Logiciel de traitement des données : convertissez les signaux électriques en chromatogrammes, calculez le temps de rétention, la surface des pics et d'autres paramètres, et réalisez une analyse quantitative.

3. Mécanisme de séparation : Quatre modèles s'adaptent à différents besoins

Chromatographie en phase normale (HPLC en phase normale)

La phase stationnaire est polaire (comme le gel de silice) et la phase mobile est non polaire (comme le n-hexane). Convient pour séparer des composés présentant de grandes différences de polarité, tels que les vitamines liposolubles.

HPLC en phase inverse

La phase stationnaire est non polaire (par exemple chaîne C18) et la phase mobile est polaire (par exemple méthanol-eau). Il s’agit d’un modèle largement utilisé pour séparer les composés modérément polaires des composés non polaires, tels que les médicaments et les protéines.

HPLC d'échange d'ions

La phase stationnaire est chargée (comme le groupe acide sulfonique ou le groupe ammonium quaternaire) et les composés ioniques tels que les acides aminés et les ions inorganiques sont séparés par action électrostatique.

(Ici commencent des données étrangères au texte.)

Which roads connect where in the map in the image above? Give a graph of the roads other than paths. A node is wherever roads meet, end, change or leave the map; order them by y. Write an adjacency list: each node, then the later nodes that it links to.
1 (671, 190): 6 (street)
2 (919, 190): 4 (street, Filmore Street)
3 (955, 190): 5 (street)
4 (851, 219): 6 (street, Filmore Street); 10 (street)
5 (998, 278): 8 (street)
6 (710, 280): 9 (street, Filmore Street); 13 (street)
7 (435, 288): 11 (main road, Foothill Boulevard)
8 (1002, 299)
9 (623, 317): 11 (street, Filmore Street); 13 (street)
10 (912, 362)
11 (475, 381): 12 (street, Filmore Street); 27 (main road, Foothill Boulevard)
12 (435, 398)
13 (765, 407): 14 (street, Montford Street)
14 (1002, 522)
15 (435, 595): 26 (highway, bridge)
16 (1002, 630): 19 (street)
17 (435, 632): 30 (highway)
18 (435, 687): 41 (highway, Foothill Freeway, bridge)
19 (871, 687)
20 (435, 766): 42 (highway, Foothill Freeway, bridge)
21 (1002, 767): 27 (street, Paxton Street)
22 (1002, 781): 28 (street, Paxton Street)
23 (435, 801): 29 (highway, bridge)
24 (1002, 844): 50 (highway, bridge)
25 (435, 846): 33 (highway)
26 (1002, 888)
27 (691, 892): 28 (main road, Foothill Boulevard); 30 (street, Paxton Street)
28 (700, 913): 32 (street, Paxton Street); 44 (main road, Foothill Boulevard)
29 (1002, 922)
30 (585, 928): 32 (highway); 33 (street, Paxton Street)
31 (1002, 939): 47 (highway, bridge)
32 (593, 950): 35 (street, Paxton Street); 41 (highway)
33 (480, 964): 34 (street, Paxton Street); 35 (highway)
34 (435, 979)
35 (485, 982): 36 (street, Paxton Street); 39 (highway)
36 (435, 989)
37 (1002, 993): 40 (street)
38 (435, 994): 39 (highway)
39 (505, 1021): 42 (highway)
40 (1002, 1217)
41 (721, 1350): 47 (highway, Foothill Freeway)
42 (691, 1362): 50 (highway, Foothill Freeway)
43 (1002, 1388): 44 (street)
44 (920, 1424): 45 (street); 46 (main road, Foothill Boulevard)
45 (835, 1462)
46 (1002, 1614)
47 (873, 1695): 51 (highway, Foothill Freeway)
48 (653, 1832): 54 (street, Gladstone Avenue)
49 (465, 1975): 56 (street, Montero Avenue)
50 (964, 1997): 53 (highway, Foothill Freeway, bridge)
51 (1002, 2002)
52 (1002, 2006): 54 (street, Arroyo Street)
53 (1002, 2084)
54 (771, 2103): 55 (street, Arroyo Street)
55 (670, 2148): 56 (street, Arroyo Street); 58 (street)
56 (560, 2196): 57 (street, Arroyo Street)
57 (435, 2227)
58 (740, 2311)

Chromatographie d'exclusion de taille (HPLC d'exclusion de taille)

La phase stationnaire est un gel poreux, séparé en fonction de la taille moléculaire et adapté à l'analyse de la distribution du poids moléculaire des macromolécules (telles que les protéines et les polymères).

4. Avantages techniques et scénarios d'application

Les avantages de la HPLC sont une efficacité de séparation élevée, un temps d'analyse court et une adaptation aux composés thermiquement instables. Ses applications couvrent:

Domaine pharmaceutique : tests de pureté des médicaments, analyse des métabolites ;

Surveillance environnementale : détermination des hydrocarbures aromatiques polycycliques et des résidus de pesticides dans l'eau ;

Analyse alimentaire : analyse quantitative des additifs et conservateurs ;

Recherche biologique : Séparation et purification de protéines et de peptides.

En optimisant des paramètres tels que le type de phase stationnaire, la composition de la phase mobile et la température de la colonne, la HPLC peut réaliser une séparation efficace de mélanges simples à des échantillons biologiques complexes, ce qui en fait un outil indispensable dans la chimie analytique moderne.